Times Herald-Record, RIP

In the very same month (January 2022) that the Times Herald-Record is hiking its online subscription price to $9.99/month, it has started producing papers just six days a week, instead of seven. This marks the first time the once-proud paper has ceased to be a daily since the mid-1950s, when the old Times Herald merged with the Daily Record. In the past decade, the quality and quantity of the TH-R’s journalism has steadily declined, along with the number of its local reporters. It failed to publish at all this past Christmas Day, for the first time ever — a new low in wretchedness that elicited an outcry of precisely zero decibels.

Almost all papers began seeing ad revenue and readership numbers slip, going back to the advent of evening news on television. Then came a little plateau as afternoon papers switched to morning editions; then, the crisis accelerated as readers began getting continuous updates, 24/7, about national and world news on the brand-new World Wide Web. At the same time, Craig’s List began offering ads for a tiny fraction of what an ad in the paper cost. Frantically, dailies began laying off reporters and even reducing their formats from the big (“broadsheet”) to the small (“tabloid”) size. Neither of these strategies stemmed the hemorrhaging of profits. To increase revenues, they tried raising their newsstand and home-delivery prices. That, too, backfired spectacularly, as it spurred families everywhere to ask themselves, “Why are we still paying for a paper, when we get all our news from (FaceBook/AOL/you name it)?” Many papers, like the TH-R, belatedly began producing badly edited or unedited online editions, with tragi-comic results and no idea how to profit from them.

So, yes, all papers have been in dire straits in the Twenty-First Century.
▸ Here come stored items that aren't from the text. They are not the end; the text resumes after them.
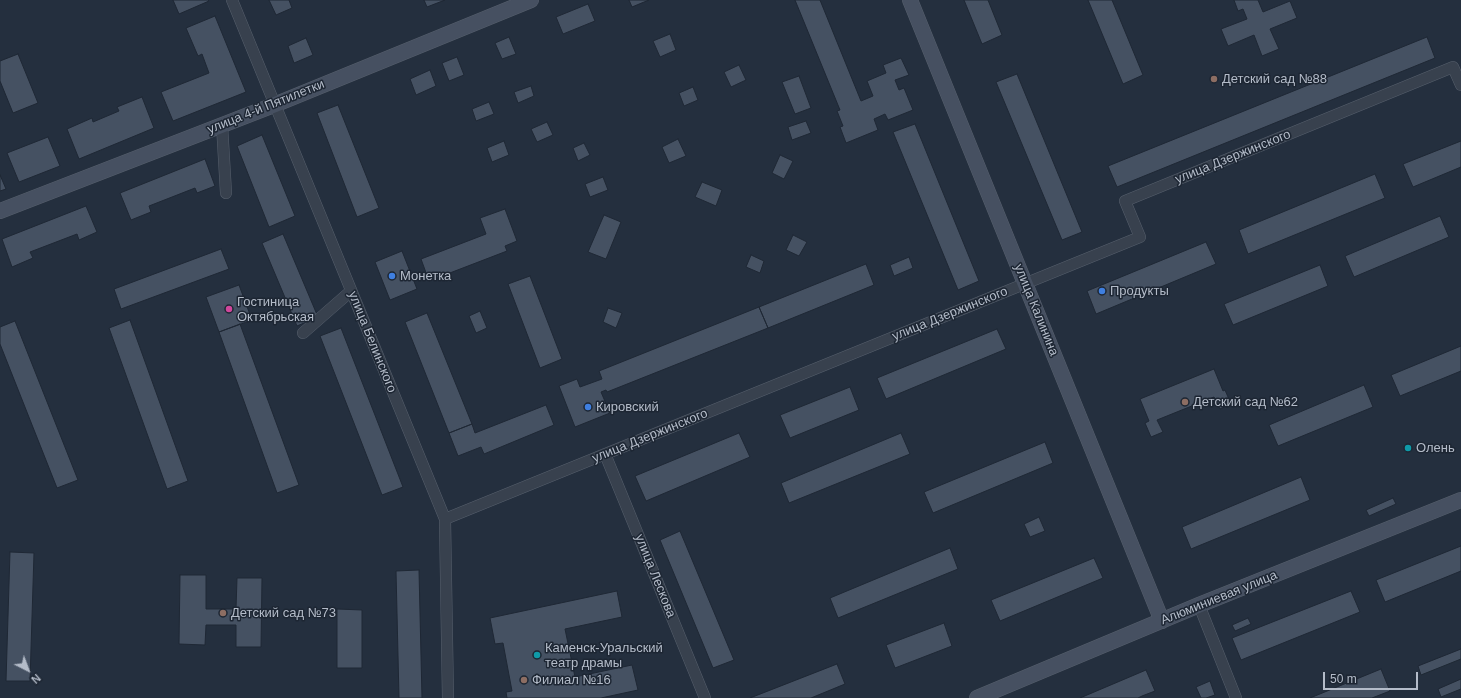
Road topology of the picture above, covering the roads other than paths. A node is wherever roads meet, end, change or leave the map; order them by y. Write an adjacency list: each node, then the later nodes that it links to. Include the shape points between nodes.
1 (232, 0): 5 (street, улица Белинского)
2 (531, 0): 5 (main road, улица 4-й Пятилетки)
3 (910, 0): 9 (main road, улица Калинина)
4 (1461, 85): 9 (street, улица Дзержинского, via 1453,67 1125,201 1140,237)
5 (274, 105): 6 (main road, улица 4-й Пятилетки); 10 (street, улица Белинского)
6 (222, 125): 7 (street); 8 (main road, улица 4-й Пятилетки)
7 (226, 193)
8 (0, 211)
9 (1026, 284): 12 (street, улица Дзержинского); 16 (main road, улица Калинина)
10 (351, 292): 11 (street); 14 (street, улица Белинского)
11 (303, 333)
12 (605, 454): 14 (street, улица Дзержинского); 18 (street, улица Лескова)
13 (1461, 500): 15 (main road, Алюминиевая улица)
14 (445, 519): 17 (street, улица Белинского)
15 (1199, 605): 16 (main road, Алюминиевая улица); 20 (street)
16 (1162, 621): 19 (main road, Алюминиевая улица)
17 (448, 698)
18 (705, 698)
19 (977, 698)
20 (1236, 698)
But not all papers fell from such glory to such an abyss as the Times Herald-Record.

In the early 1970s, when I worked as a reporter in the TH-R’s main office on Mulberry Street in Middletown, the paper produced four editions per day, re-plating Page One for each with a new photo and new stories from Sullivan and Ulster counties; Pike County, PA; Newburgh; and Middletown (“Late Final”.) We also had a steady stream of late-night tourists from the U.S. and elsewhere — journalism junkies who wanted to see our state-of-the-art photo-offset (“cold type”) printing process in action. Number 40 Mulberry Street shook and rumbled as the huge, lightning-fast web press printed, trimmed and folded editions of 88 or 96 or 112 pages or more (far more, around Christmas-time, with the extra ads and inserts). Drivers waited at the loading dock to bundle and fling them onto waiting trucks. We copy-editors, done at midnight, would be able to read Late Final over coffee at the Colonial Diner around the corner at 12:30, where a dozen copies would already have been delivered.
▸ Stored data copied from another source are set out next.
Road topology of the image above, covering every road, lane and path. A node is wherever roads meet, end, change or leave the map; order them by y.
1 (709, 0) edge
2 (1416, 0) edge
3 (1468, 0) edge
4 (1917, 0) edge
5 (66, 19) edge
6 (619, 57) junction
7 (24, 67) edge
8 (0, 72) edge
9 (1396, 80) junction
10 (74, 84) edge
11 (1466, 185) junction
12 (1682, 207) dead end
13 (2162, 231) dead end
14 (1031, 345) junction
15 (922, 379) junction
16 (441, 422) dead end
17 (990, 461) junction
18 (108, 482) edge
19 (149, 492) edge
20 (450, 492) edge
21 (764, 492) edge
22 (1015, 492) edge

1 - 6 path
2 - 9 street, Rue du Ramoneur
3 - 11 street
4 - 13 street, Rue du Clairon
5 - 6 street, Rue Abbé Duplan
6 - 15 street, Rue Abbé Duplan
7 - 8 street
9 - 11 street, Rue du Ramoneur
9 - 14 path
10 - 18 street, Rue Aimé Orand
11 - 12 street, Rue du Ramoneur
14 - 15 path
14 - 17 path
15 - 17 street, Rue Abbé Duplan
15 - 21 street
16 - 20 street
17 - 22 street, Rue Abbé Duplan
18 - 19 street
Al Romm was a nationally renowned editorial writer; our daily was the first to call for Nixon’s impeachment during the Watergate scandal. Today, can you name the “editorial page editor” of the TH-Record? Neither can I. The once family-owned paper was sold, re-sold and re-sold to a series of ever-more short-sighted, bottom-line-addicted corporations and plutocrats like Rupert Murdoch, who was a Mr. Rogers compared with the current owner (Gannett, which was swallowed up by GateHouse Media, whose goal is to buy as many papers as it can and maximize profits by gutting newsrooms, trumpeting to investors the resulting “savings.”)

The press no longer rumbles at 40 Mulberry Street; last I heard, the building was for sale, with the idea that it could be subdivided and rented to several smaller, quieter businesses. Just a block away the street ends at, appropriately, a cemetery, and as you pass the old Record a sign says, “Dead End.”

Of late, the Record has been assembled each night in Austin, Texas, along with all the other rags that are part of the Gannett chain. Gannett’s flagship is USA Today, a paper that offers no local stories at all — just national pieces, or stories about “trends.” You may have noticed that most Record stories these days lack a local reporter’s byline, and say instead, “By the USA Today Network” or, “By the Hudson Valley Team.” Perhaps the saddest story about this sad story ran in the Record itself, at https://bit.ly/3KccnnQ. Check it out: It’s a nauseating euphemism-festival, complete with a headline that proves that its Texan copy-editors don’t even know the paper’s name.

In a few years, perhaps none of us will be able to recall it, either.